##### Available records

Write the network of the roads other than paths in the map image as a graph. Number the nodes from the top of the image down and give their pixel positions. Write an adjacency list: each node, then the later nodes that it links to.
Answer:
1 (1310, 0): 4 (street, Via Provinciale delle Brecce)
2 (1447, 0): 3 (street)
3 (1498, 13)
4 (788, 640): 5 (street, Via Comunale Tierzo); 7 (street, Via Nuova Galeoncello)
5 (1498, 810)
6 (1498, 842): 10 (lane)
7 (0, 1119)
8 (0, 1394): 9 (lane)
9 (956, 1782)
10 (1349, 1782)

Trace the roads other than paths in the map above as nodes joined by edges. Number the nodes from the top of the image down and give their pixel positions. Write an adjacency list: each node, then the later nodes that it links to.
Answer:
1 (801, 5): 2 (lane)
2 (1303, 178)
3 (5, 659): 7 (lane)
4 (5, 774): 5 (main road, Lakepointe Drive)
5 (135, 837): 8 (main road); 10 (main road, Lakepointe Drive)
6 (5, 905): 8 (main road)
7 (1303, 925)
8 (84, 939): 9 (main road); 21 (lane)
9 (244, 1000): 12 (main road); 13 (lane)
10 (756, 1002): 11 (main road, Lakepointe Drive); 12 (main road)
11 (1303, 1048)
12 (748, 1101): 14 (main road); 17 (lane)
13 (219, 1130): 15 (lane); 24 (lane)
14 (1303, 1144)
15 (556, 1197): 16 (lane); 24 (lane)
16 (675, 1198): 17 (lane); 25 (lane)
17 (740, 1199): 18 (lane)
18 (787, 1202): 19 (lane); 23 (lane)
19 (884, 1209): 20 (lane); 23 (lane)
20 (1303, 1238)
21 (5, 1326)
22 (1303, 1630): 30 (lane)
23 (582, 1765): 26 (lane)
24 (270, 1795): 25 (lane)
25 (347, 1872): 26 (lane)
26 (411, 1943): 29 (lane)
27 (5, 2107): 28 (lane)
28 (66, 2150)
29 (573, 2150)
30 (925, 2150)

##########

Task item:
Reproduce the data above in full, keeping it exactly the same.

Result for this exercise:
Write the network of the roads other than paths in the map image as a graph. Number the nodes from the top of the image down and give their pixel positions. Write an adjacency list: each node, then the later nodes that it links to.
Answer:
1 (1310, 0): 4 (street, Via Provinciale delle Brecce)
2 (1447, 0): 3 (street)
3 (1498, 13)
4 (788, 640): 5 (street, Via Comunale Tierzo); 7 (street, Via Nuova Galeoncello)
5 (1498, 810)
6 (1498, 842): 10 (lane)
7 (0, 1119)
8 (0, 1394): 9 (lane)
9 (956, 1782)
10 (1349, 1782)

Trace the roads other than paths in the map above as nodes joined by edges. Number the nodes from the top of the image down and give their pixel positions. Write an adjacency list: each node, then the later nodes that it links to.
Answer:
1 (801, 5): 2 (lane)
2 (1303, 178)
3 (5, 659): 7 (lane)
4 (5, 774): 5 (main road, Lakepointe Drive)
5 (135, 837): 8 (main road); 10 (main road, Lakepointe Drive)
6 (5, 905): 8 (main road)
7 (1303, 925)
8 (84, 939): 9 (main road); 21 (lane)
9 (244, 1000): 12 (main road); 13 (lane)
10 (756, 1002): 11 (main road, Lakepointe Drive); 12 (main road)
11 (1303, 1048)
12 (748, 1101): 14 (main road); 17 (lane)
13 (219, 1130): 15 (lane); 24 (lane)
14 (1303, 1144)
15 (556, 1197): 16 (lane); 24 (lane)
16 (675, 1198): 17 (lane); 25 (lane)
17 (740, 1199): 18 (lane)
18 (787, 1202): 19 (lane); 23 (lane)
19 (884, 1209): 20 (lane); 23 (lane)
20 (1303, 1238)
21 (5, 1326)
22 (1303, 1630): 30 (lane)
23 (582, 1765): 26 (lane)
24 (270, 1795): 25 (lane)
25 (347, 1872): 26 (lane)
26 (411, 1943): 29 (lane)
27 (5, 2107): 28 (lane)
28 (66, 2150)
29 (573, 2150)
30 (925, 2150)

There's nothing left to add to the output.